Kirin Holdings will reportedly invest $30 million in New Delhi-based B9 Beverages, as the Japanese brewer wants to tap into India’s growing craft beer market.
The Japanese brewer will buy a stake of under 10% in B9, the maker of India’s popular craft beer Bira, a Kirin (KNBWF) spokesman and Bira CEO Ankur Jain told Reuters. They declined to provide further financial details.
B9 had been in talks with international brewers – including Kirin – and other investors to sell a stake of up to 20% in the company, Reuters reported back in August.

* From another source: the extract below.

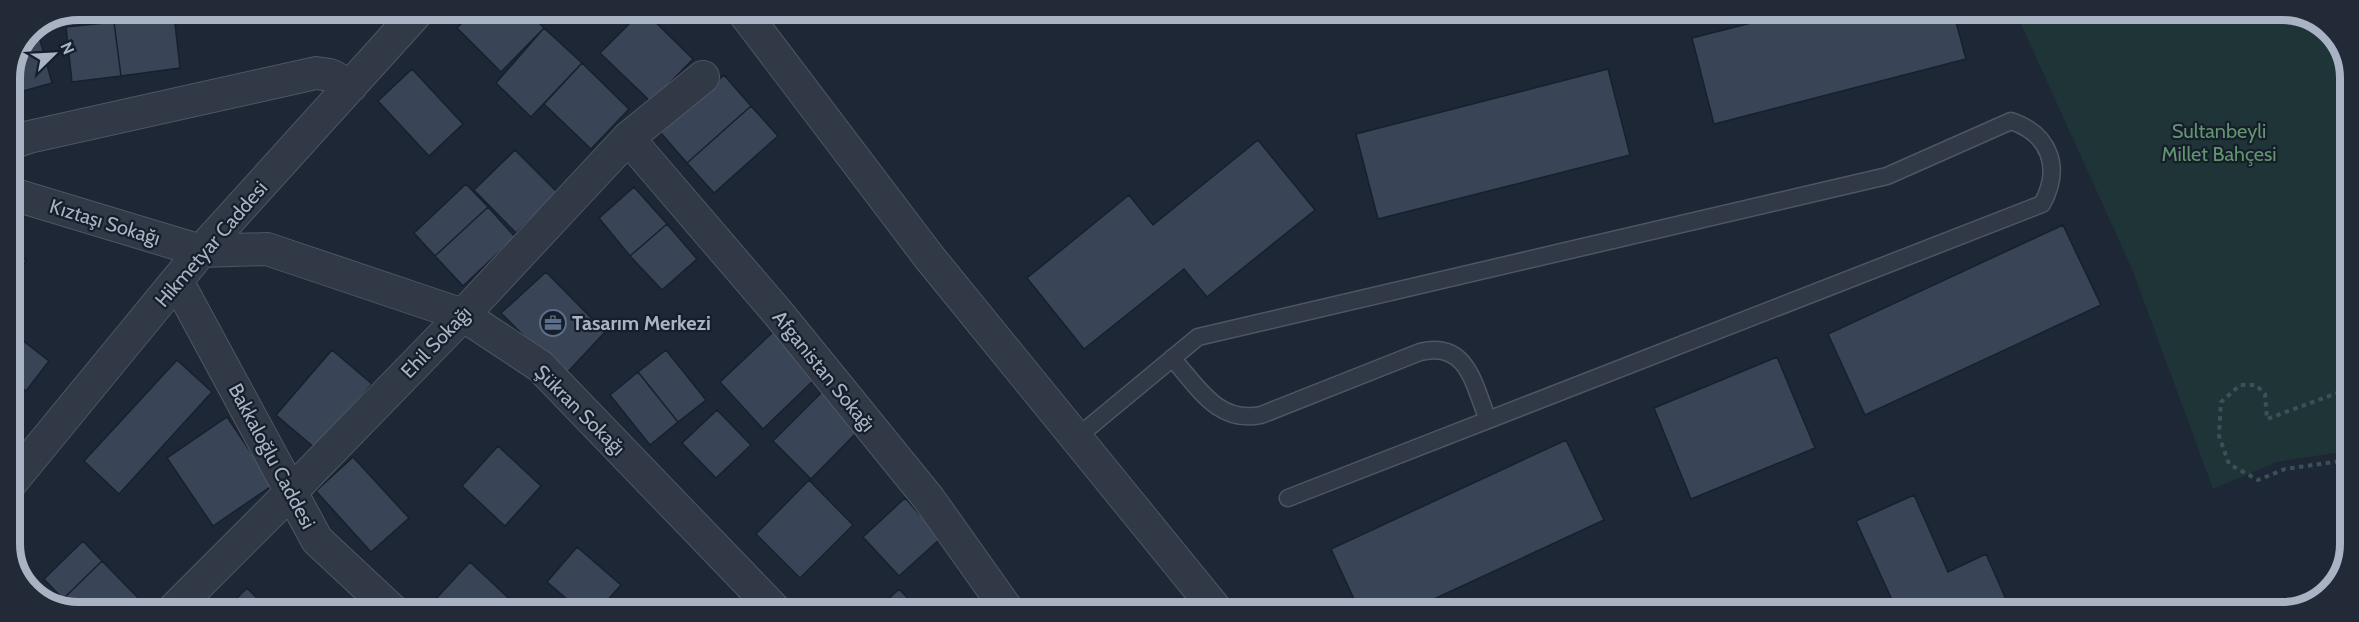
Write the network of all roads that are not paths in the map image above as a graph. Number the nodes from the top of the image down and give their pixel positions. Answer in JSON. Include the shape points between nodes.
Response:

Bira says it has a 5-10% share of the beer market in cities such as New Delhi, Mumbai and Bengaluru. The investment would allow Bira, which has posted losses in recent years and has been hit by the COVID-19 pandemic, to break even in the 2022 fiscal year which starts in April 2021, Jain said.
“The companies will be exploring business synergies,” Jain said, adding that the investment would allow Bira to accelerate plans to launch its products in Japan later this year.

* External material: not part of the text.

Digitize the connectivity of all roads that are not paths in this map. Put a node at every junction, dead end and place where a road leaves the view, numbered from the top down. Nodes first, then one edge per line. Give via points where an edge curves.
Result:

He expected the deal to be closed over “the next few days.”
Shares of Kirin have soared 27% over the past three months and are now up more than 9% over the past year. (See KNBWF stock analysis on TipRanks)
In a bullish note, Goldman Sachs analyst Keiko Yamaguchi last month raised KNBWF to Buy from Hold and lifted the price target to $24.84 (5% upside potential).
Yamaguchi also added the stock to Goldman’s conviction list amid expectations that Kirin’s maket share of the beer market will increase and domestic alcoholic beverage margins will recover and improve.
Additionally, the analyst believes that Kirin’s Australia beer business looks more likely to benefit from a profit recovery.